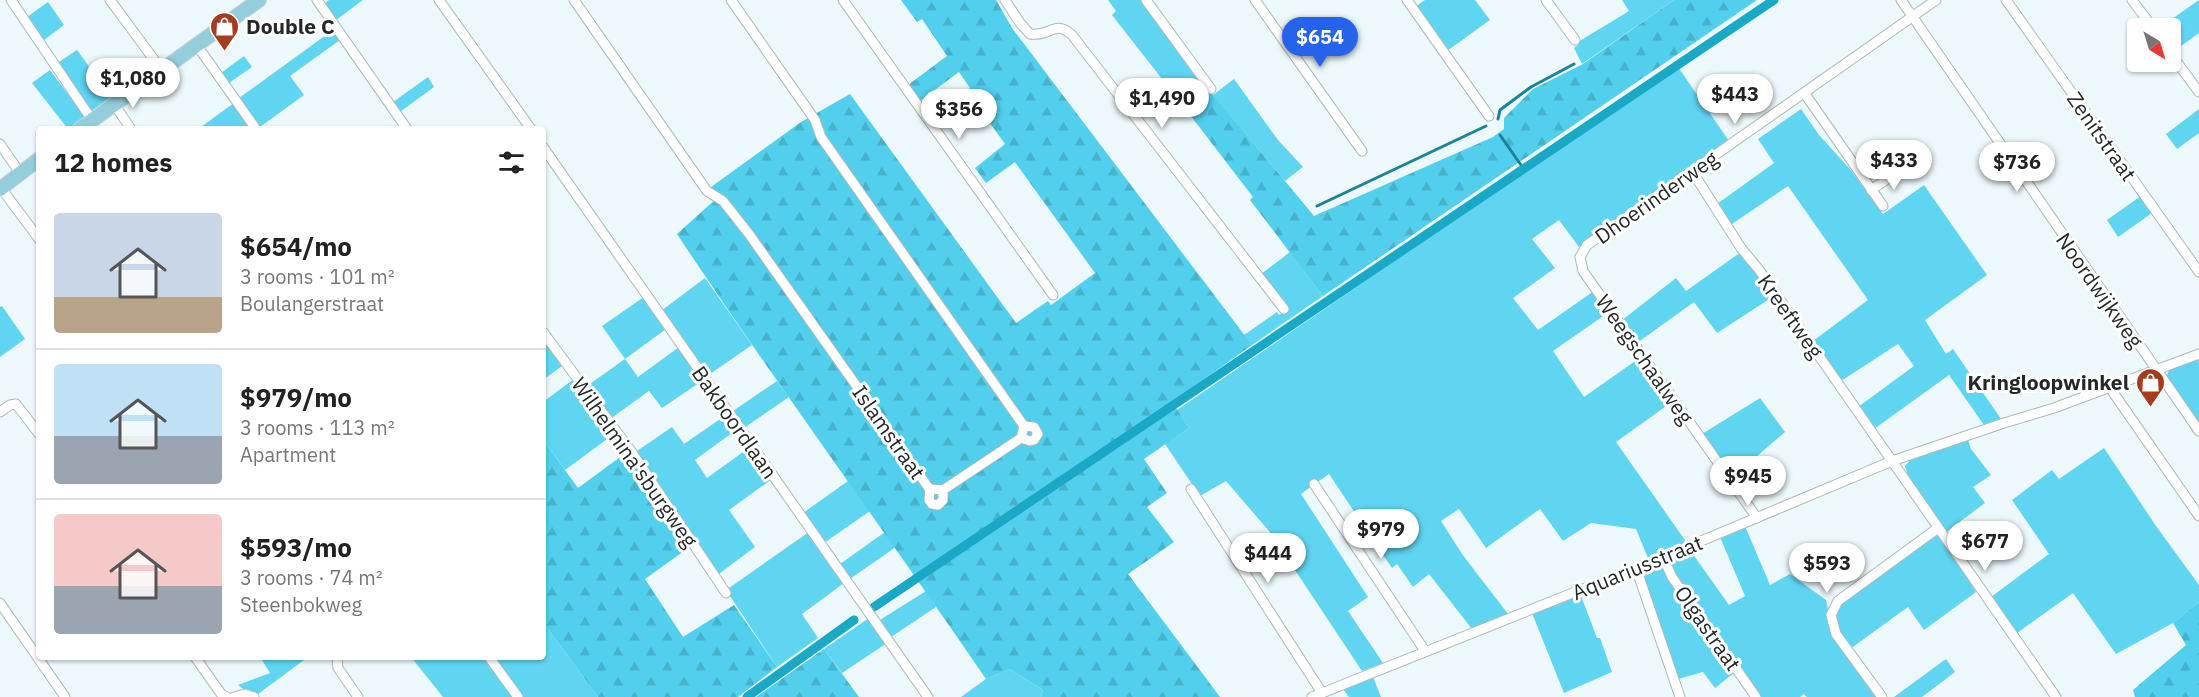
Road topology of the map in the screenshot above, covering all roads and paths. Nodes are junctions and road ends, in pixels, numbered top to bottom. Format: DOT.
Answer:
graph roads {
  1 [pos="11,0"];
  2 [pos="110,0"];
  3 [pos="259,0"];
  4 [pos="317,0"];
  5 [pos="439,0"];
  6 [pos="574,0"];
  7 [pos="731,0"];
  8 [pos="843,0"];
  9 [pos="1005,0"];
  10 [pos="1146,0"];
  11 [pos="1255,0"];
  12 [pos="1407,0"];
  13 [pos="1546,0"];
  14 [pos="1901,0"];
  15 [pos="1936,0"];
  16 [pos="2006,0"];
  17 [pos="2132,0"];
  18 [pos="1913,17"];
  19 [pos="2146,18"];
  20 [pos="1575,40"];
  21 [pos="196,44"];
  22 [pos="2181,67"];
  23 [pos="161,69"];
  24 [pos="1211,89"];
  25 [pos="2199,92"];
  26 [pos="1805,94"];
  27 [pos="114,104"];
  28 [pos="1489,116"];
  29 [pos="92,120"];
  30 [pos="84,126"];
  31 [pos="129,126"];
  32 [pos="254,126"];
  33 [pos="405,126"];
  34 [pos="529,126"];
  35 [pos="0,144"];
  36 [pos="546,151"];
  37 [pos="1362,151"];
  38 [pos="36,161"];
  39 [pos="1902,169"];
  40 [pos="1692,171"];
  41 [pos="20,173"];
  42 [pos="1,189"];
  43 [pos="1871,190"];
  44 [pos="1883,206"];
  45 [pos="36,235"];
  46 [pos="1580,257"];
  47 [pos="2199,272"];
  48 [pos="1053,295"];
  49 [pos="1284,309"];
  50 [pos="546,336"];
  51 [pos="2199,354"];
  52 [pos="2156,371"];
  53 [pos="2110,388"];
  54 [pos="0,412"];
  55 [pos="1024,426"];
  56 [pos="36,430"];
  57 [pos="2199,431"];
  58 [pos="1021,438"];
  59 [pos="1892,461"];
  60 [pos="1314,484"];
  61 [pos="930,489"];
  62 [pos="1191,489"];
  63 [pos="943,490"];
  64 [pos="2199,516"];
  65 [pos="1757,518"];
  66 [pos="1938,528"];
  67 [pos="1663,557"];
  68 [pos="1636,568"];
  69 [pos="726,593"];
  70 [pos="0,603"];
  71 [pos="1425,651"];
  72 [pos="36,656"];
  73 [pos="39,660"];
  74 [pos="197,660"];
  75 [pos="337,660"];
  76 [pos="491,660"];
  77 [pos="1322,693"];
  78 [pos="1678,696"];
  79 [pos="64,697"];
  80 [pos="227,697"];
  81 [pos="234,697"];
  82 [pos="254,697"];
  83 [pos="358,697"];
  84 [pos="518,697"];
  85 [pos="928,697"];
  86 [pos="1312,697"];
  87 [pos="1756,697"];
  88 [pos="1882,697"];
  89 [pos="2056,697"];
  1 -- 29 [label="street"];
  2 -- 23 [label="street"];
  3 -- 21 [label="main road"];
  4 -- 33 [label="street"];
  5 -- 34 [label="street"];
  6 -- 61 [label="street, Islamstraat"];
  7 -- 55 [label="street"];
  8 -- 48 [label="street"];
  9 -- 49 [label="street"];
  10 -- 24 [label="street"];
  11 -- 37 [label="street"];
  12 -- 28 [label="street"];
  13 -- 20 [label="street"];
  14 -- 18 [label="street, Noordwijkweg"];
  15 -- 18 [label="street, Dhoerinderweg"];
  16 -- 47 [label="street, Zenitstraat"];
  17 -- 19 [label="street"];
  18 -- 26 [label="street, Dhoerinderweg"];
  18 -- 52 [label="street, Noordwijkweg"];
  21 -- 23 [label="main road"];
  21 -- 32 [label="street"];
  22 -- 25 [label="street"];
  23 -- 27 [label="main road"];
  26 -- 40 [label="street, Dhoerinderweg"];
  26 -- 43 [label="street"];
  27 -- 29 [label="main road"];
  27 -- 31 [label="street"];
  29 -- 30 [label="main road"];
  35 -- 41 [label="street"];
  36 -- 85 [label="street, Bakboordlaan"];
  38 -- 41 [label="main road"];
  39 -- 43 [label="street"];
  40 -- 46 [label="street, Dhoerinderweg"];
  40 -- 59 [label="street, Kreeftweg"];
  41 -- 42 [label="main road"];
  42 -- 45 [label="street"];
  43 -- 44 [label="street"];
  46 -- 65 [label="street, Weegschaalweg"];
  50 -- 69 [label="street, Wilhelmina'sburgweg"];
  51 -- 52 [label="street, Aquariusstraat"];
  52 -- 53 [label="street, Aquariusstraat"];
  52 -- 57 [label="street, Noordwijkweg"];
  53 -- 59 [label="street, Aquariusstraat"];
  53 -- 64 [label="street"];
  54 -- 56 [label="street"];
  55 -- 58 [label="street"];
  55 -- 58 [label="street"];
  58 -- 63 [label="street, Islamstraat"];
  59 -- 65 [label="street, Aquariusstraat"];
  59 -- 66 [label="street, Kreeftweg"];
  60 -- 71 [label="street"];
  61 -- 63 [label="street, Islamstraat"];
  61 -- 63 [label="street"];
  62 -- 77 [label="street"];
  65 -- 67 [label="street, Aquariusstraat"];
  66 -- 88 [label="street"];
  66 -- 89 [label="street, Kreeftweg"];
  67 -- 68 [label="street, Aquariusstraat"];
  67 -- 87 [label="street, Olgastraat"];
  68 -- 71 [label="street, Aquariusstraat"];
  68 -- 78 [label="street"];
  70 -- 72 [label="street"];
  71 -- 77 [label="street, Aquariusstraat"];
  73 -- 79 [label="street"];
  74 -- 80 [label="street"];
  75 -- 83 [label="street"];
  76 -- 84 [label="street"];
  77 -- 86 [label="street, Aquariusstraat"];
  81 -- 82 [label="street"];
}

--- --- ---

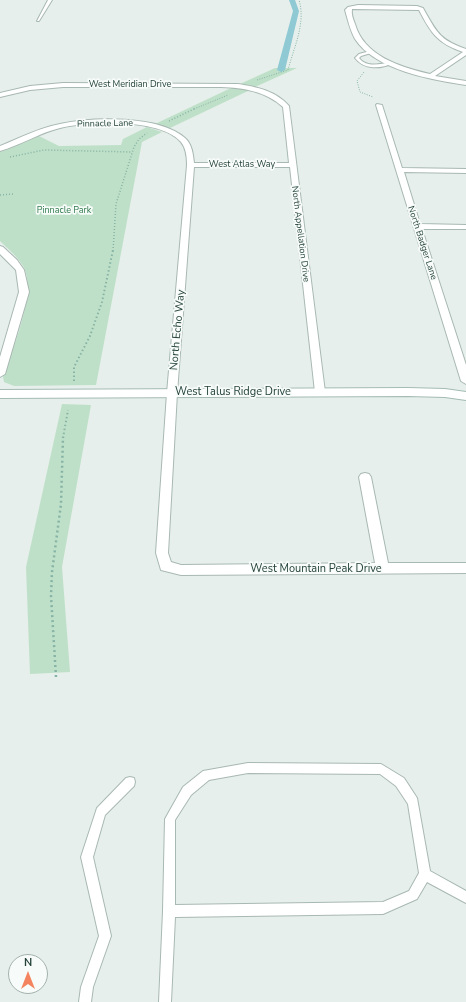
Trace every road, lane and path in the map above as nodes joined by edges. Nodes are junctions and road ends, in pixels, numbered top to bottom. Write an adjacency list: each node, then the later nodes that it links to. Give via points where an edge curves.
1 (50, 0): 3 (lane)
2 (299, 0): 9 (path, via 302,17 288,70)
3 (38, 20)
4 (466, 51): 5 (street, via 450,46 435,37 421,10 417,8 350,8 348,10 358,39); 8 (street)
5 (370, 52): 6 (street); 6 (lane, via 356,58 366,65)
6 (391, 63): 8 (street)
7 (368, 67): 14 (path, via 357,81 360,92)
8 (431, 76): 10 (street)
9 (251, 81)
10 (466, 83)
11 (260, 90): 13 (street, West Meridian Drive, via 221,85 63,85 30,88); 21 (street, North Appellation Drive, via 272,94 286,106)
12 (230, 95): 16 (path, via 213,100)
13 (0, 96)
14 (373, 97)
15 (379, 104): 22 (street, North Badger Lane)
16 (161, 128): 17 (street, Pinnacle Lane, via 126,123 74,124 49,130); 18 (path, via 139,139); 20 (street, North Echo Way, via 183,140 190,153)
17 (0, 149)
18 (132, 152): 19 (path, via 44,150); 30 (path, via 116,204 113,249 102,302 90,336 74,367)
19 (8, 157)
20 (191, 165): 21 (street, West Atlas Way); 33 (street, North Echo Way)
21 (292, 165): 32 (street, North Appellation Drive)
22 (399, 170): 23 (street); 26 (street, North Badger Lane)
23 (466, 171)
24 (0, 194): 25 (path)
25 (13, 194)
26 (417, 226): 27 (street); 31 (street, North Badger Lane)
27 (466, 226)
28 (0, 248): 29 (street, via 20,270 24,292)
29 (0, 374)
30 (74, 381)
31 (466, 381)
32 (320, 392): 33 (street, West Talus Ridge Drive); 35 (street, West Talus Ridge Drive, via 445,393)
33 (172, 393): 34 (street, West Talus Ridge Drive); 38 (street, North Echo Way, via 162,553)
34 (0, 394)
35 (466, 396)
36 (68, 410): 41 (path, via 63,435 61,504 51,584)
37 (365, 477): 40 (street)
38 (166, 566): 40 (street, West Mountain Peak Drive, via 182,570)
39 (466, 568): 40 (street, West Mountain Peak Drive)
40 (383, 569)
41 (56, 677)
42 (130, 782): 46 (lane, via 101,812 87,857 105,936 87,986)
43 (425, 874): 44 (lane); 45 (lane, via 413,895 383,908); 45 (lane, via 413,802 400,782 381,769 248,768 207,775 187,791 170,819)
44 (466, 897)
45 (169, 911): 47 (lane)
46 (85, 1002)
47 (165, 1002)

--- --- ---

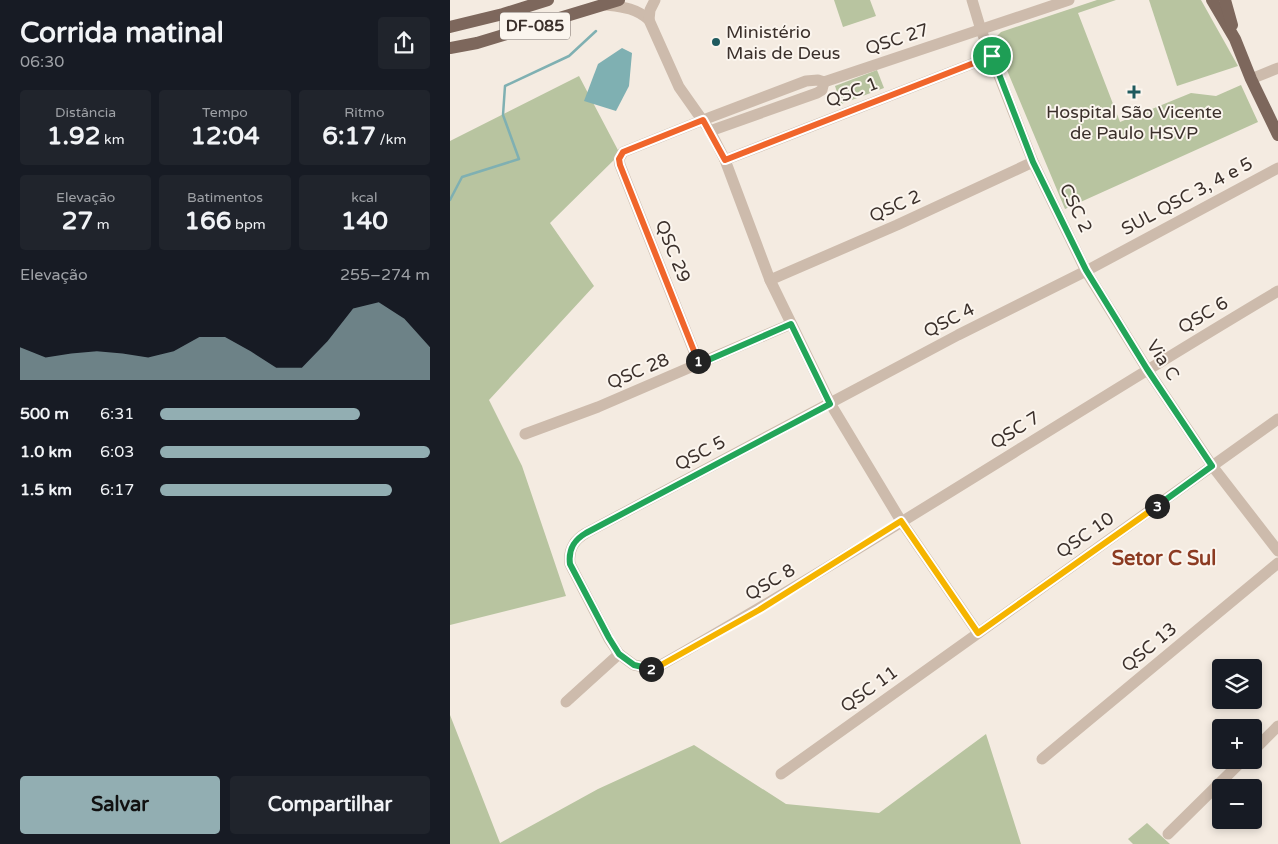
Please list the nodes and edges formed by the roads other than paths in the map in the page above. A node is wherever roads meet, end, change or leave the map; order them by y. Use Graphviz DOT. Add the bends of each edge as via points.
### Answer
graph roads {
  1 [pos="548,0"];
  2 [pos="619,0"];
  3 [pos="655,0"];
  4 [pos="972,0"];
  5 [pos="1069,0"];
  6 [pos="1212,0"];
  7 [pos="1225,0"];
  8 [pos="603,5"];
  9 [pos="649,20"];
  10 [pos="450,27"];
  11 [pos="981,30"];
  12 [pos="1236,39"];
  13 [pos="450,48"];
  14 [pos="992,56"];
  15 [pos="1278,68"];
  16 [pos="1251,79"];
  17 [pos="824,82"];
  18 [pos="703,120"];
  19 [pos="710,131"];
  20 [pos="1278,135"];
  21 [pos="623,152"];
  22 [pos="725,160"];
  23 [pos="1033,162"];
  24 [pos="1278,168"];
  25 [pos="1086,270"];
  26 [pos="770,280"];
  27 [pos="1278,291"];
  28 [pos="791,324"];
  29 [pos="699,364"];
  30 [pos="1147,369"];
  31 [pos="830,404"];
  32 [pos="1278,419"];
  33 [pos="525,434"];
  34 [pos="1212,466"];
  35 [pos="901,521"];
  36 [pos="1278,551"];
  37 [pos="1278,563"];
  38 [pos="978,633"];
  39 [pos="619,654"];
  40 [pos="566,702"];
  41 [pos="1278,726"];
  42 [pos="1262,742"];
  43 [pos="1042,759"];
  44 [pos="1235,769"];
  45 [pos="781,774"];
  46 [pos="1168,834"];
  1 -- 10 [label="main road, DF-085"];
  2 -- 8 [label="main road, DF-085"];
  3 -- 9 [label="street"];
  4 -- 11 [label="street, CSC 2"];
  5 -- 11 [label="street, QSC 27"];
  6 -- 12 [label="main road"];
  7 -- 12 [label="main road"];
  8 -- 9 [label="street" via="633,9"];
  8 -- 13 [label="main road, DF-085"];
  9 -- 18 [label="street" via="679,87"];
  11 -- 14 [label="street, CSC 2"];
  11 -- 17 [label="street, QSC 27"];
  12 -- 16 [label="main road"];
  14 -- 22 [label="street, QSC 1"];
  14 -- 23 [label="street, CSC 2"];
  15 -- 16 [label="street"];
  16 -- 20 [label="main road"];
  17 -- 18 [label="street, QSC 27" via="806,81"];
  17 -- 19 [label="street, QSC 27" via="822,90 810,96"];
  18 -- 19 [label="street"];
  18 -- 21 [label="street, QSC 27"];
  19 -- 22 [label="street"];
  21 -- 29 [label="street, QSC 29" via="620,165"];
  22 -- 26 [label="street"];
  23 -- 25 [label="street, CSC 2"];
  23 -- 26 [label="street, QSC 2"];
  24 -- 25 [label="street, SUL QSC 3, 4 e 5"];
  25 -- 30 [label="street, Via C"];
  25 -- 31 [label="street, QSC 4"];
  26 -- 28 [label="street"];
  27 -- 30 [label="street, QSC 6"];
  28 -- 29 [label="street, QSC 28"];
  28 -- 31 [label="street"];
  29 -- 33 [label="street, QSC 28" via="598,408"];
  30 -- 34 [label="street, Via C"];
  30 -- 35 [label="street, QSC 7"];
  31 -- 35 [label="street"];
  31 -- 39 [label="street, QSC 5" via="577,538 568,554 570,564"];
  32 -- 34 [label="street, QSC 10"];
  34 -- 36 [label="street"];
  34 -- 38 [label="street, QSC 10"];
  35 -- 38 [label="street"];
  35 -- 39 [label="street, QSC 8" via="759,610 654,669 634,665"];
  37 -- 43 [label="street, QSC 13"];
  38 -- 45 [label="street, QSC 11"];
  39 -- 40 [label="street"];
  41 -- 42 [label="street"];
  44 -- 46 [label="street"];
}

--- --- ---

PROBLEM STATEMENT — Copy each line of the listing that includes "Drive".

ANSWER FOR THIS EXERCISE —
11 (260, 90): 13 (street, West Meridian Drive, via 221,85 63,85 30,88); 21 (street, North Appellation Drive, via 272,94 286,106)
21 (292, 165): 32 (street, North Appellation Drive)
32 (320, 392): 33 (street, West Talus Ridge Drive); 35 (street, West Talus Ridge Drive, via 445,393)
33 (172, 393): 34 (street, West Talus Ridge Drive); 38 (street, North Echo Way, via 162,553)
38 (166, 566): 40 (street, West Mountain Peak Drive, via 182,570)
39 (466, 568): 40 (street, West Mountain Peak Drive)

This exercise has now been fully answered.